ABOUT THIS TASK:
Among the records below, find each line that includes the string "Langley" and copy it.

=====

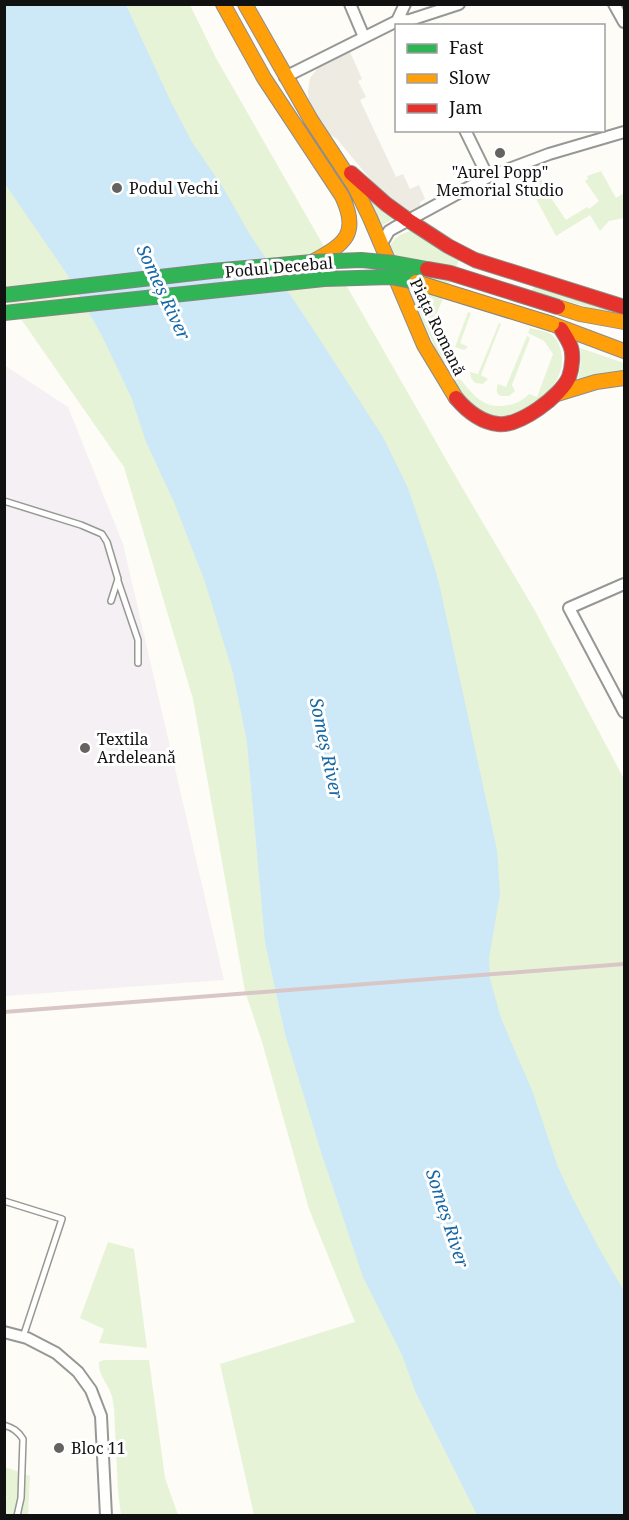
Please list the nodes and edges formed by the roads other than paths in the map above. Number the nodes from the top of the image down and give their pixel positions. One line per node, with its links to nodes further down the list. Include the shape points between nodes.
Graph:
1 (223, 4): 18 (street, Podul Decebal, via 260,74 342,196 350,215 350,231 337,249)
2 (245, 4): 11 (street, Piața Romană)
3 (350, 4): 10 (street)
4 (405, 4): 7 (street)
5 (459, 4): 8 (street)
6 (614, 4): 9 (street)
7 (397, 21): 8 (street); 10 (street)
8 (412, 22)
9 (624, 22)
10 (364, 37): 11 (street)
11 (285, 77): 14 (street, Piața Romană)
12 (466, 132): 15 (street)
13 (624, 132): 15 (street)
14 (340, 162): 16 (street, Piața Romană); 17 (street, Piața Romană)
15 (488, 177): 16 (street)
16 (408, 220): 17 (street, via 388,231); 20 (street, Piața Romană, via 475,260)
17 (381, 245): 26 (street, Piața Romană, via 424,345 465,409 478,418 506,424 537,410)
18 (312, 262): 19 (street, Podul Decebal, bridge); 22 (street, Podul Decebal, bridge, via 361,260 450,273 558,308)
19 (4, 295)
20 (624, 307)
21 (4, 313): 23 (street, Podul Decebal, bridge, via 324,279 391,278 418,282)
22 (624, 322)
23 (556, 326): 24 (street); 26 (street, Piața Romană, via 571,346 572,360 569,377)
24 (624, 351)
25 (624, 378): 26 (street, Piața Romană)
26 (557, 394)
27 (4, 501): 28 (lane, via 102,534)
28 (118, 579): 30 (lane); 31 (lane, via 138,640)
29 (624, 584): 32 (street, via 569,608)
30 (111, 601)
31 (138, 663)
32 (624, 712)
33 (4, 1201): 35 (lane, via 62,1219)
34 (4, 1332): 35 (street)
35 (23, 1337): 38 (street, via 56,1353 91,1390 101,1416)
36 (4, 1425): 37 (lane, via 23,1439)
37 (17, 1515)
38 (106, 1515)

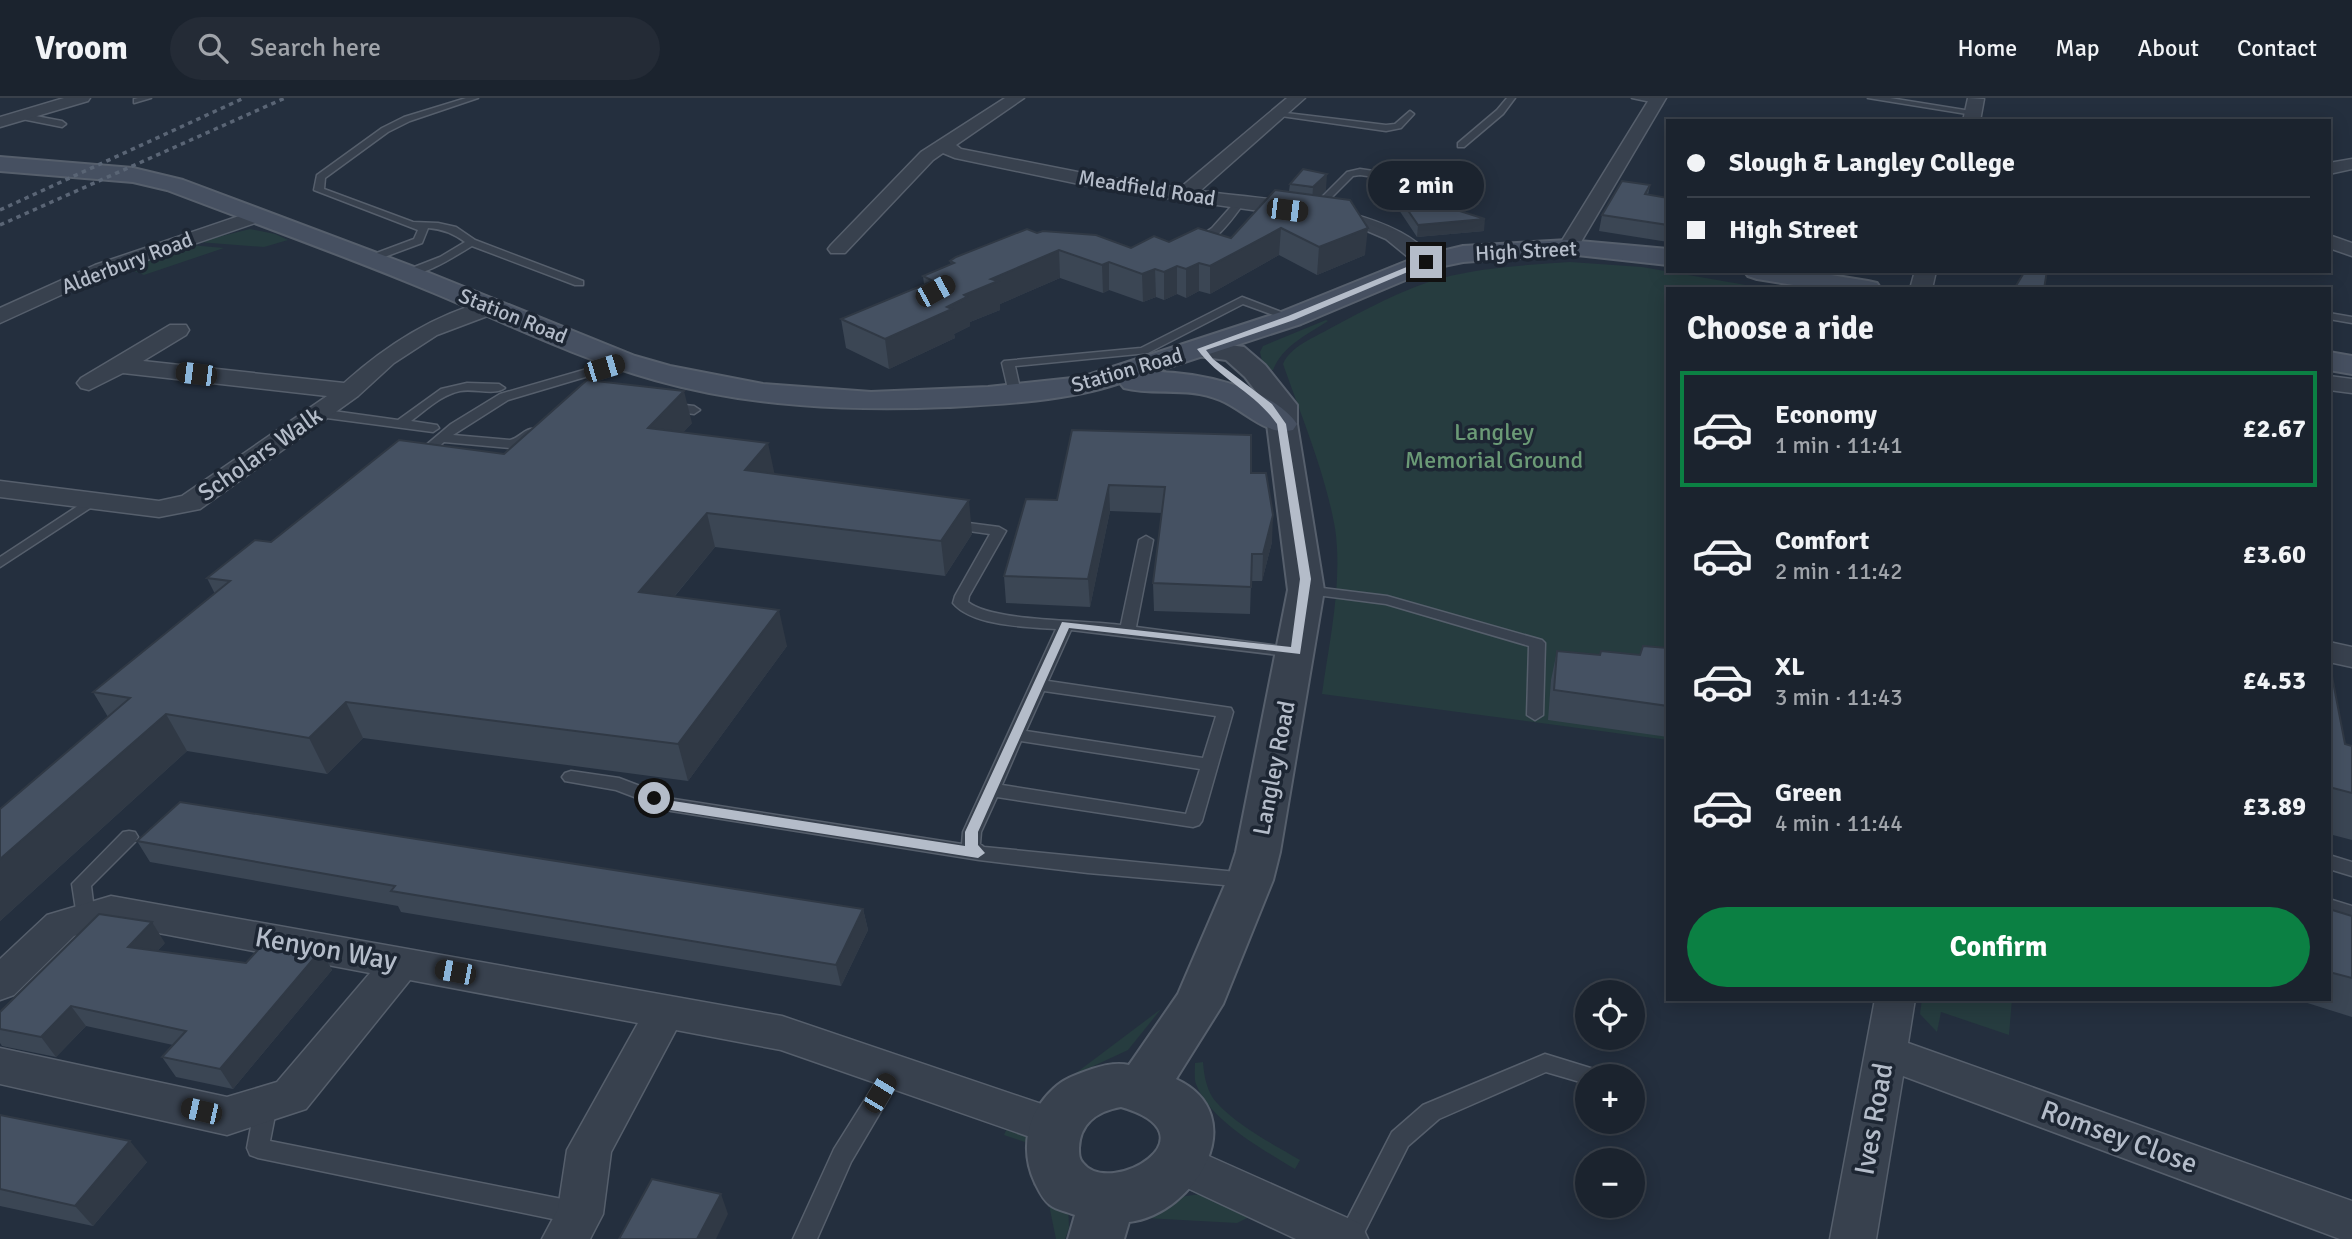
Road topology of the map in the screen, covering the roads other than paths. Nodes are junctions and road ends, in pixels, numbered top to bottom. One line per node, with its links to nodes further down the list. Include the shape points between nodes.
1 (82, 98): 14 (street)
2 (147, 98): 10 (lane)
3 (474, 98): 28 (lane, via 385,130 320,177 318,190)
4 (1016, 98): 18 (street)
5 (1297, 98): 13 (street)
6 (1511, 98): 17 (lane)
7 (1636, 98): 9 (lane)
8 (1872, 98): 11 (lane)
9 (1657, 99): 32 (street)
10 (137, 101)
11 (1973, 111)
12 (1410, 114): 13 (lane, via 1398,126 1386,128)
13 (1278, 115): 24 (street)
14 (20, 116): 15 (street); 16 (lane)
15 (0, 122)
16 (62, 124)
17 (1461, 145)
18 (944, 146): 24 (street, Meadfield Road, via 955,153); 33 (street, via 927,156)
19 (2331, 157): 20 (street)
20 (2352, 162): 22 (street)
21 (1, 165): 27 (main road, Station Road, via 160,181)
22 (2331, 168)
23 (1397, 187): 26 (lane, via 1399,178 1350,174)
24 (1184, 195): 25 (street, Meadfield Road)
25 (1240, 203): 26 (street, Meadfield Road); 31 (lane, via 1216,230)
26 (1311, 213): 37 (street, Meadfield Road, via 1355,219 1393,235)
27 (257, 216): 36 (main road, Station Road); 44 (street, Alderbury Road, via 102,269)
28 (406, 223): 29 (lane, via 445,226); 36 (lane, via 424,229 418,241)
29 (471, 242): 38 (lane); 41 (lane)
30 (2331, 242): 34 (street)
31 (1188, 247)
32 (1568, 247): 35 (main road, High Street); 37 (main road, High Street, via 1463,254)
33 (838, 249)
34 (2352, 250)
35 (1666, 257)
36 (367, 260): 38 (main road, Station Road)
37 (1426, 262): 40 (main road, High Street)
38 (408, 273): 43 (main road, Station Road)
39 (1769, 273): 42 (main road)
40 (1387, 276): 46 (main road, High Street); 49 (main road, High Street, via 1326,315)
41 (579, 284)
42 (1856, 287)
43 (489, 307): 51 (main road, Station Road); 61 (street, Scholars Walk, via 429,330 386,358)
44 (0, 316)
45 (2331, 316): 47 (lane)
46 (1291, 318): 49 (main road, High Street); 62 (lane, via 1242,300 1152,347 1008,363)
47 (2352, 320)
48 (178, 330): 52 (street)
49 (1215, 354): 55 (main road, Station Road); 58 (main road, Station Road); 68 (street)
50 (2331, 361): 53 (main road)
51 (625, 362): 62 (main road, Station Road, via 763,393 871,401); 69 (lane, via 504,397)
52 (120, 365): 56 (street); 61 (street, Scholars Walk)
53 (2352, 365): 54 (street)
54 (2331, 368)
55 (1154, 380): 58 (main road); 68 (main road, via 1217,387 1257,405)
56 (89, 383)
57 (2331, 383): 59 (street)
58 (1086, 386): 62 (main road, Station Road)
59 (2352, 387)
60 (499, 388): 67 (lane, via 451,387)
61 (349, 391): 65 (street, Scholars Walk)
62 (1014, 393)
63 (654, 406): 64 (lane)
64 (694, 410)
65 (319, 413): 67 (lane); 72 (street, Scholars Walk, via 190,503 159,509)
66 (546, 419): 69 (lane, via 520,442 510,444)
67 (401, 424): 69 (lane)
68 (1282, 424): 76 (street, Langley Road)
69 (437, 433): 70 (lane)
70 (410, 464)
71 (0, 489): 72 (street, Scholars Walk)
72 (93, 500): 75 (lane)
73 (933, 522): 77 (lane, via 999,531 962,596 963,608 983,615)
74 (1146, 540): 78 (lane)
75 (0, 563)
76 (1306, 590): 79 (street, Langley Road); 83 (lane, via 1387,600 1537,643)
77 (1065, 625): 78 (lane); 82 (lane)
78 (1128, 630): 79 (lane)
79 (1296, 652): 92 (street, Langley Road)
80 (2331, 652): 81 (street)
81 (2352, 657)
82 (1040, 685): 84 (lane); 85 (lane, via 1225,712)
83 (1535, 715)
84 (1017, 735): 85 (lane); 87 (lane)
85 (1210, 765): 87 (lane, via 1193,821)
86 (571, 777): 89 (lane, via 619,784 671,805)
87 (992, 790): 89 (lane, via 972,832 971,847)
88 (129, 837): 95 (lane, via 80,884)
89 (978, 853): 92 (lane)
90 (2331, 863): 91 (lane)
91 (2352, 869)
92 (1250, 880): 104 (street, Langley Road, via 1198,1004)
93 (2331, 907): 94 (lane)
94 (2352, 913)
95 (98, 914): 96 (street, Kenyon Way); 97 (street, via 61,925)
96 (402, 962): 99 (street, Kenyon Way); 105 (street, via 291,1096)
97 (0, 984)
98 (1895, 1001): 100 (street, Ives Road)
99 (665, 1012): 102 (street, Kenyon Way, via 782,1032); 110 (street, via 589,1150)
100 (1885, 1052): 109 (street, Romsey Close); 113 (street, Ives Road)
101 (0, 1066): 105 (street, via 227,1116)
102 (893, 1072): 106 (street, Kenyon Way); 111 (lane, via 842,1156)
103 (1575, 1072): 112 (lane, via 1545,1063 1432,1112 1400,1139)
104 (1142, 1088): 106 (street, via 1101,1088 1066,1110); 107 (street, via 1158,1094 1182,1118 1189,1149)
105 (266, 1104): 110 (lane, via 258,1148)
106 (1056, 1127): 108 (street, via 1051,1147 1055,1167)
107 (1184, 1166): 108 (street, via 1172,1184 1154,1198); 112 (street)
108 (1101, 1222)
109 (2352, 1222)
110 (573, 1226)
111 (805, 1239)
112 (1347, 1239)
113 (1853, 1239)

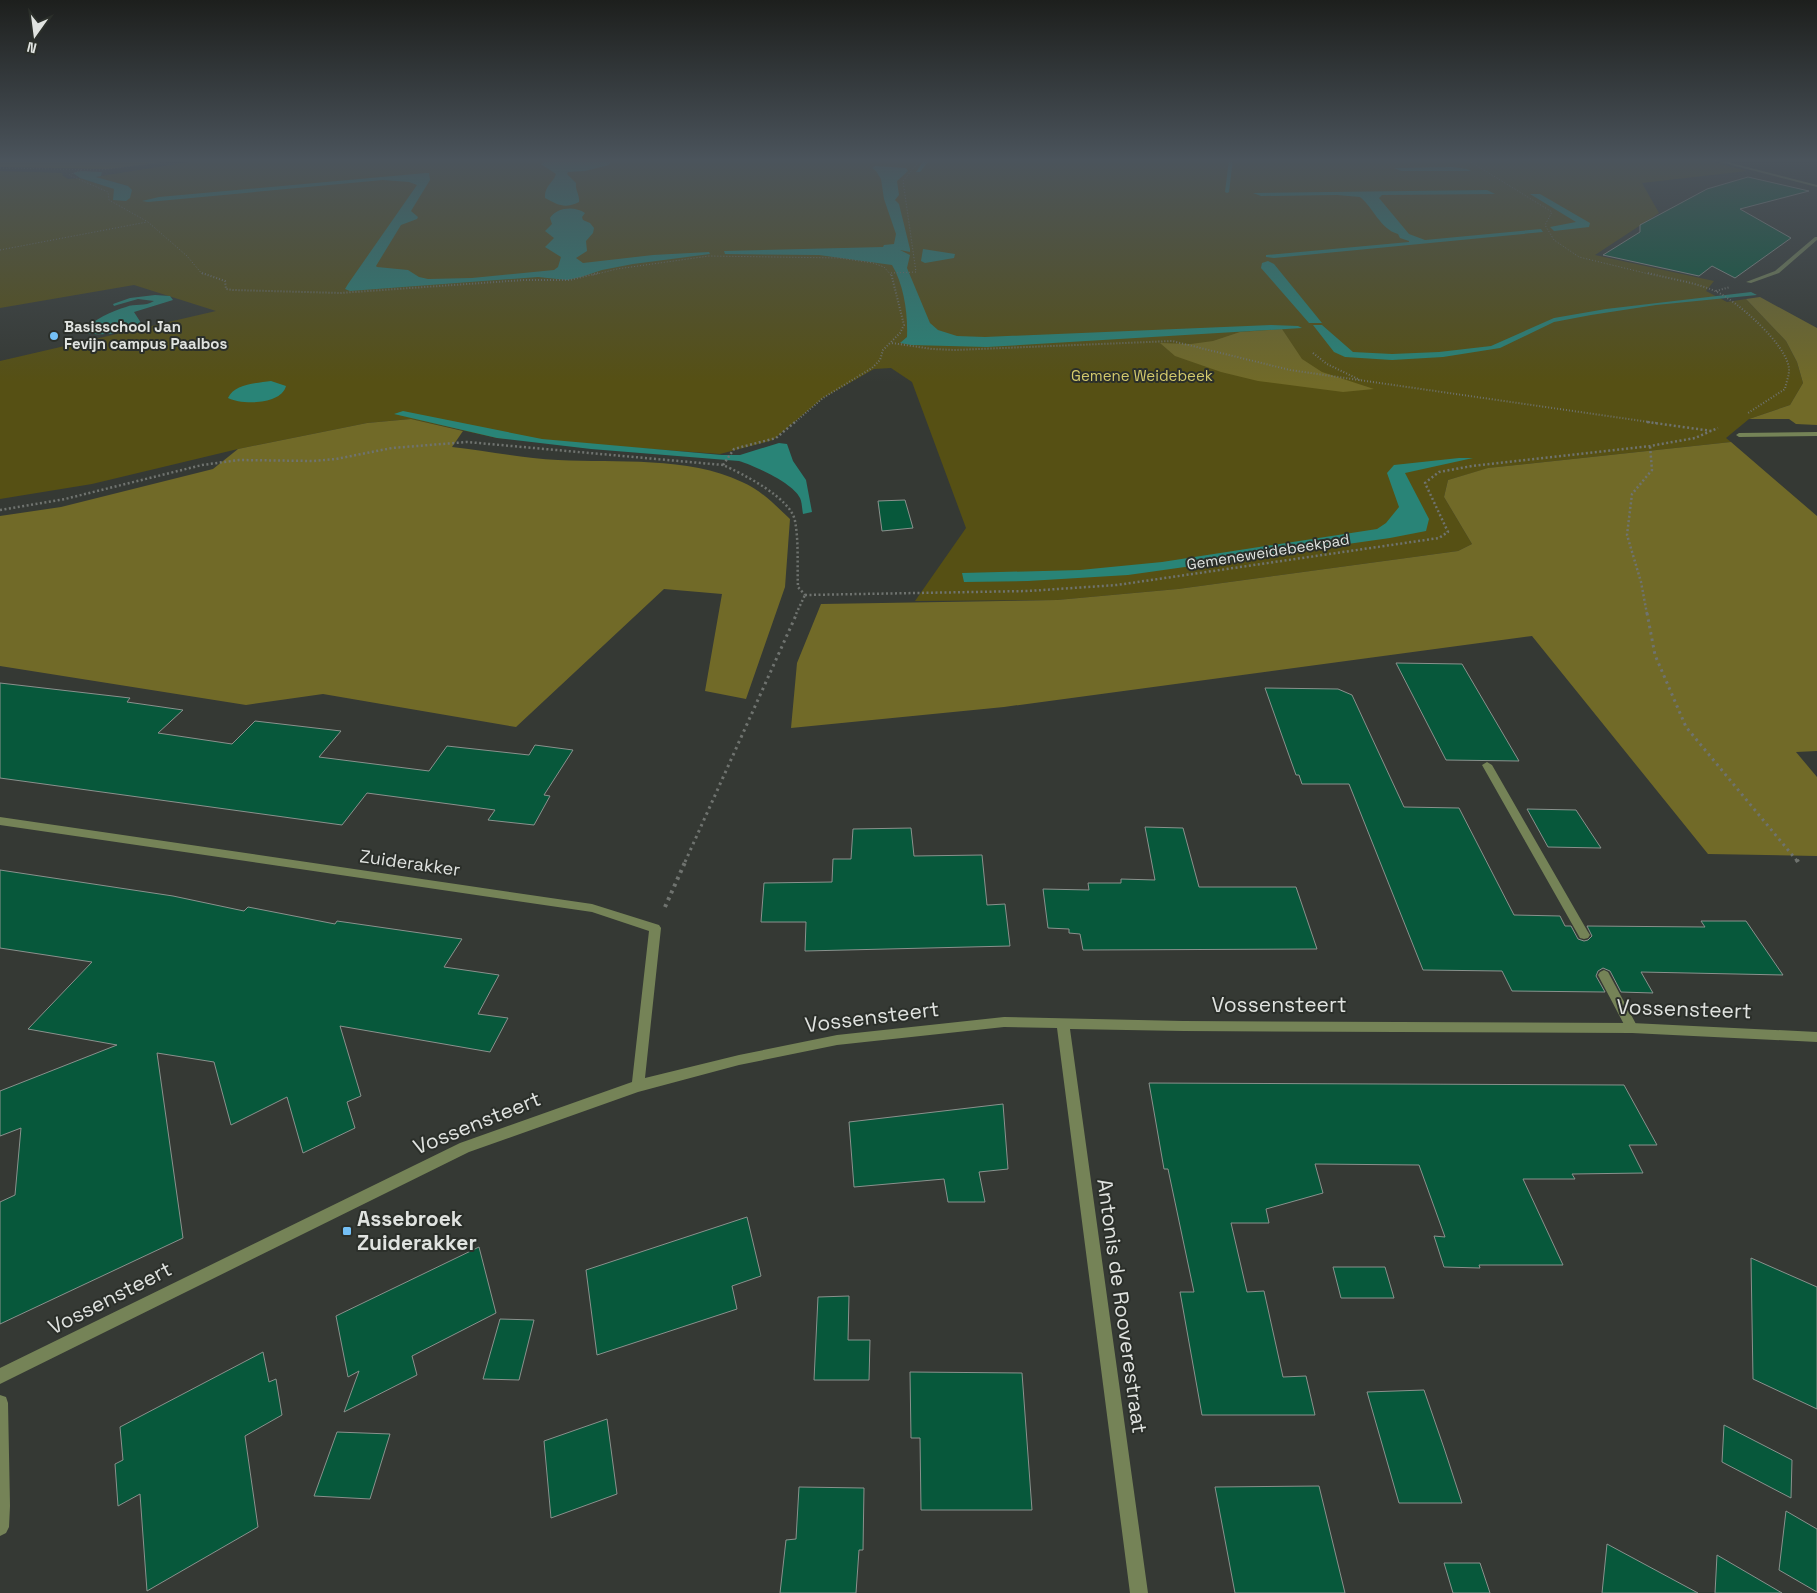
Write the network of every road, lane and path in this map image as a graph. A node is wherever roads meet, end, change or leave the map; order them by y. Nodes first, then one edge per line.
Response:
1 (88, 233) edge
2 (161, 233) edge
3 (910, 233) edge
4 (1550, 233) edge
5 (1817, 238) edge
6 (0, 250) edge
7 (892, 273) junction
8 (1749, 282) dead end
9 (892, 343) junction
10 (1313, 353) dead end
11 (1365, 382) junction
12 (1745, 414) dead end
13 (1721, 427) dead end
14 (1713, 431) junction
15 (1739, 434) dead end
16 (1817, 434) edge
17 (1650, 446) junction
18 (724, 464) junction
19 (0, 510) edge
20 (805, 595) junction
21 (1487, 765) dead end
22 (0, 821) edge
23 (1798, 862) dead end
24 (655, 928) junction
25 (1584, 935) dead end
26 (1604, 975) dead end
27 (1062, 1025) junction
28 (1632, 1028) junction
29 (1817, 1037) edge
30 (638, 1086) junction
31 (0, 1376) edge
32 (0, 1404) edge
33 (0, 1527) edge
34 (1139, 1593) edge

1 - 6 path
2 - 7 path
3 - 7 path
4 - 12 path
5 - 8 street
7 - 9 path
9 - 11 path
9 - 18 path
10 - 11 path
11 - 14 path
13 - 14 path, Gemeneweidebeekpad
14 - 17 path, Gemeneweidebeekpad
15 - 16 street
17 - 20 path, Gemeneweidebeekpad
17 - 23 path
18 - 19 path
18 - 20 path
20 - 24 path
21 - 25 street
22 - 24 street, Zuiderakker
24 - 30 street
26 - 28 street
27 - 28 street, Vossensteert
27 - 30 street, Vossensteert
27 - 34 street, Antonis de Rooverestraat
28 - 29 street, Vossensteert
30 - 31 street, Vossensteert
32 - 33 street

=====

REPLY TO THE EXERCISE:
68 (1282, 424): 76 (street, Langley Road)
76 (1306, 590): 79 (street, Langley Road); 83 (lane, via 1387,600 1537,643)
79 (1296, 652): 92 (street, Langley Road)
92 (1250, 880): 104 (street, Langley Road, via 1198,1004)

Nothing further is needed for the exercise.